Ensure the Cluster's service account has access to your Secret
- In the GCP console, go to the IAM page.
- Search for and select the Cluster service account and then click Edit.
- In the Assign Roles section that appears, click Add another role and search for Secret Manager Secret Accessor.
- Click Save.
These steps will grant access to all secrets stored in that project. For more granular access, please see the GCP Documentation.
Depending on your security requirements, you may need to add the Cluster service account as a Principal to the Secret in place of the steps above. Please refer to the Principle of lease privilege in the GCP documentation
Using Secrets
There are several ways that Secrets can be utilized with clusters and applications running with Anyscale. Here is an example:
Cluster Initialization Scripts
Cluster Init Scripts are part of an Anyscale Cluster Environment. These shell scripts run on all nodes in a cluster after the node is started, but before Ray starts. This gives you a very flexible way to integrate third-party tools, clone private git repos, or perform other application startup requirements. Init scripts need to be created inside the folder /anyscale/init
.
Here is an example of using a init script to retrieve a GitHub Personal Access Token stored in Secrets Manager, and perform a git clone of a private git repo.
- Create a Personal Access Token in GitHub, granting it permissions to read from your private GitHub repository.
- Create a Cluster Environment using either a Custom Docker Image hosted in ECR, or a standard Cluster Environment using a YAML file for the definition.

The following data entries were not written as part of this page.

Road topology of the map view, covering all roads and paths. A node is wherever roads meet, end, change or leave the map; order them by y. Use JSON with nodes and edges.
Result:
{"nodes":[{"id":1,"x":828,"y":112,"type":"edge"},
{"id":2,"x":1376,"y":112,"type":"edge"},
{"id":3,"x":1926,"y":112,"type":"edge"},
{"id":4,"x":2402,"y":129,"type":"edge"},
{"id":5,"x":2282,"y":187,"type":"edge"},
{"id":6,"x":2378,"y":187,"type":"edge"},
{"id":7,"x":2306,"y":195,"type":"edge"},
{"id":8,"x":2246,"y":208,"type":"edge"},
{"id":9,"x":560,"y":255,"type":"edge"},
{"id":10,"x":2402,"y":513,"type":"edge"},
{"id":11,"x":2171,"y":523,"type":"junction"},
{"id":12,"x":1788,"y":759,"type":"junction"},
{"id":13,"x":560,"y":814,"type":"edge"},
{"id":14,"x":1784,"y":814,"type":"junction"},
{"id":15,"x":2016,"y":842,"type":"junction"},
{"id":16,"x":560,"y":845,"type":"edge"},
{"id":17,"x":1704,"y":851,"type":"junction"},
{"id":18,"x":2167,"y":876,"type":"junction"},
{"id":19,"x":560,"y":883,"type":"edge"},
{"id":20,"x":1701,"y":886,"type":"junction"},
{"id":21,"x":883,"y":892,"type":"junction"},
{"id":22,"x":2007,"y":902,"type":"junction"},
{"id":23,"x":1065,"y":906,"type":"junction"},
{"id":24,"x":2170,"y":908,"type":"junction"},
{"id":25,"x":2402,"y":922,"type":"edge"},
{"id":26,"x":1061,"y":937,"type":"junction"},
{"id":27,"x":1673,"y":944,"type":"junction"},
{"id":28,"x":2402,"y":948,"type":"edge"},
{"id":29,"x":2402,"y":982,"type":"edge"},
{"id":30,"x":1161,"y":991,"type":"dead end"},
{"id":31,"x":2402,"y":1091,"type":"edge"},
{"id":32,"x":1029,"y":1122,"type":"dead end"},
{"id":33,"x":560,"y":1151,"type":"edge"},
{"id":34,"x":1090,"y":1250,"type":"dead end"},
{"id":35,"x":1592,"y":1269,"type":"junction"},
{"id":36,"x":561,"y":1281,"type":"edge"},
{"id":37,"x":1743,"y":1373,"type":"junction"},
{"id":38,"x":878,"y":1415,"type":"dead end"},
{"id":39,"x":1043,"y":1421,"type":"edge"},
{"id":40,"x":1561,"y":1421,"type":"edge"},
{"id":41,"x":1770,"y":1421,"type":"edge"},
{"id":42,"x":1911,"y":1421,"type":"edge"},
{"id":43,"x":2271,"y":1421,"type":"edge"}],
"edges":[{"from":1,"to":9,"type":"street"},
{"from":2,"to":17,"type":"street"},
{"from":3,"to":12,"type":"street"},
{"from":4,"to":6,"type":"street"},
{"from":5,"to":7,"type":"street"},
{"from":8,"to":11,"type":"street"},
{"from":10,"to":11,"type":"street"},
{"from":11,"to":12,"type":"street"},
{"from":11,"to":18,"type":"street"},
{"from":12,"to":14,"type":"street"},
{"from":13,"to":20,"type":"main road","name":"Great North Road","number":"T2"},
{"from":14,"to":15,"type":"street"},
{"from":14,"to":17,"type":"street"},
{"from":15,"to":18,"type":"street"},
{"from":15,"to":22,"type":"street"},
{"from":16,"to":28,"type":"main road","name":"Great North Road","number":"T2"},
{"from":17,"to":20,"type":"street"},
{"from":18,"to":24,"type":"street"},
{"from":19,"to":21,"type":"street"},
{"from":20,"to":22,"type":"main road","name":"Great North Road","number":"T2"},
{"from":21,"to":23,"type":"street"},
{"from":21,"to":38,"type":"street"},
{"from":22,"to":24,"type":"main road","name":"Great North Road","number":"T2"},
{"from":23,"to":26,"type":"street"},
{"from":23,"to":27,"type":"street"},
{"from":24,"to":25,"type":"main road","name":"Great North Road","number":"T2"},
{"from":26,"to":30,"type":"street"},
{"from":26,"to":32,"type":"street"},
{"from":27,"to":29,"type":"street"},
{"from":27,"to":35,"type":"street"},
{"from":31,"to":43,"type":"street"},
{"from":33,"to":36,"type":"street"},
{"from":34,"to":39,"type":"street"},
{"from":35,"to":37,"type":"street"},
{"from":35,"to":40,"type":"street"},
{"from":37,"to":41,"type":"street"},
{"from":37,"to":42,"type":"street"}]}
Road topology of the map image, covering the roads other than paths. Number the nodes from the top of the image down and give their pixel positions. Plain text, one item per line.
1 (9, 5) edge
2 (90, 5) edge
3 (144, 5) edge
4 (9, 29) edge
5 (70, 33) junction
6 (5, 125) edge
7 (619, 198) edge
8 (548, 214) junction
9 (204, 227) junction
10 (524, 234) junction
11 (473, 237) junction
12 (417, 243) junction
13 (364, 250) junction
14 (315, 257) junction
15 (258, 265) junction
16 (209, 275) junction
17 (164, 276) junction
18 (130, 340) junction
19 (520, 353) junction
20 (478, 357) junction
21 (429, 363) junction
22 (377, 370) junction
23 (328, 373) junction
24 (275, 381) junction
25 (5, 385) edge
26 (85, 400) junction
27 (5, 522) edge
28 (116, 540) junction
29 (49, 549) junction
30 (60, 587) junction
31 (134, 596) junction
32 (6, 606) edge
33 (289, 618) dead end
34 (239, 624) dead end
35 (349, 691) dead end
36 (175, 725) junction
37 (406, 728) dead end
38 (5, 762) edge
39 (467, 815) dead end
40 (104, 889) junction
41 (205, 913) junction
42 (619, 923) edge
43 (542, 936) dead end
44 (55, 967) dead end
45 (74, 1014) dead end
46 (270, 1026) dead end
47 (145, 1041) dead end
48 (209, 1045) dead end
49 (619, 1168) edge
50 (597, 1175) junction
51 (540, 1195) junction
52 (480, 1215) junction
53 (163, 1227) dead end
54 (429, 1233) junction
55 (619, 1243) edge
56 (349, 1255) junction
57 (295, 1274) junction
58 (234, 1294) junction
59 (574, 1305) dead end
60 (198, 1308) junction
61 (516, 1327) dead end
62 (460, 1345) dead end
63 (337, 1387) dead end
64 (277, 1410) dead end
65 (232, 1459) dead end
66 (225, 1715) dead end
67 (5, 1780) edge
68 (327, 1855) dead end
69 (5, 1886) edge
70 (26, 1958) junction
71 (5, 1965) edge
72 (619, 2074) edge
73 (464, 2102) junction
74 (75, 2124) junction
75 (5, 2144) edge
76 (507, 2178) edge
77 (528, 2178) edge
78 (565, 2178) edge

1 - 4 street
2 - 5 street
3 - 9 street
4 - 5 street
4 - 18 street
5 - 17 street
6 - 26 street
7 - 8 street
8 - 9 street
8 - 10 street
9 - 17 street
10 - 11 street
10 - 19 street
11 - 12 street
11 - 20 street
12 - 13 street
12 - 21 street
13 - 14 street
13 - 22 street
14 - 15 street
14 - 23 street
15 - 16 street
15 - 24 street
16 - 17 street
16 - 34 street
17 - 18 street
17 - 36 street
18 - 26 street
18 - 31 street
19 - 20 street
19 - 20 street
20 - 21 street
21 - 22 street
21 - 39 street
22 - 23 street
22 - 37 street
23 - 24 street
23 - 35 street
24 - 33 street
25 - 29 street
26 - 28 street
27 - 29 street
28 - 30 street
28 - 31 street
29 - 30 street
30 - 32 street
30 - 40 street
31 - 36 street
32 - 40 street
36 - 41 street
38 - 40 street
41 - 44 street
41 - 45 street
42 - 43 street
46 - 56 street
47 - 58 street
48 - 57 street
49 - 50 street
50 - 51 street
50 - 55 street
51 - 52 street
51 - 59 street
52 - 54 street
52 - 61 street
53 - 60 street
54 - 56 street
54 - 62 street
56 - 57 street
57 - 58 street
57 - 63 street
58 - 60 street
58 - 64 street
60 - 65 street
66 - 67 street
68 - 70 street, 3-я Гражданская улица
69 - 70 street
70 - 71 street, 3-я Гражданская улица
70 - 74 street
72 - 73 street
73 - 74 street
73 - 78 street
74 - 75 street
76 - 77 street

- Follow one of the following examples to create a Cluster Environment.
- Cluster Environment
- Custom Docker Image
base_image: anyscale/ray:2.9.0-py310
env_vars:
PRIVATE_REPO_NAME: <your_private_repo>
SECRET_NAME: <example_secret-github_token>
debian_packages:
- jq
post_build_cmds:
- sudo mkdir -p /anyscale/init
- sudo touch /anyscale/init/github_clone.sh
- echo 'mkdir -p $ANYSCALE_WORKING_DIR && cd $ANYSCALE_WORKING_DIR' | sudo tee -a /anyscale/init/github_clone.sh
- echo 'SECRET_VALUE=$(gcloud secrets versions access latest --secret=$SECRET_NAME)' | sudo tee -a /anyscale/init/github_clone.sh
- echo 'GITHUB_TOKEN=$(echo ${SECRET_VALUE} | jq -r .github_token)' | sudo tee -a /anyscale/init/github_clone.sh
- echo 'git clone https://${GITHUB_TOKEN}@github.com/${PRIVATE_REPO_NAME}' | sudo tee -a /anyscale/init/github_clone.sh
You will need to create both the dockerfile
and the github_clone.sh
files before building the Docker image. Here is an example dockerfile
:
# Use Anyscale base image
FROM anyscale/ray:2.9.0-py310
RUN sudo apt-get update && sudo apt-get install -y axel nfs-common zip unzip && sudo apt-get clean
# Required for this example
RUN sudo apt-get install -y jq git curl && sudo apt-get clean
RUN pip install --no-cache-dir -U anyscale
ADD ./github_clone.sh /anyscale/init/github_clone.sh
# (Optional) Verify that dependencies from the base image still work. This
# is useful for catching dependency conflicts at build time.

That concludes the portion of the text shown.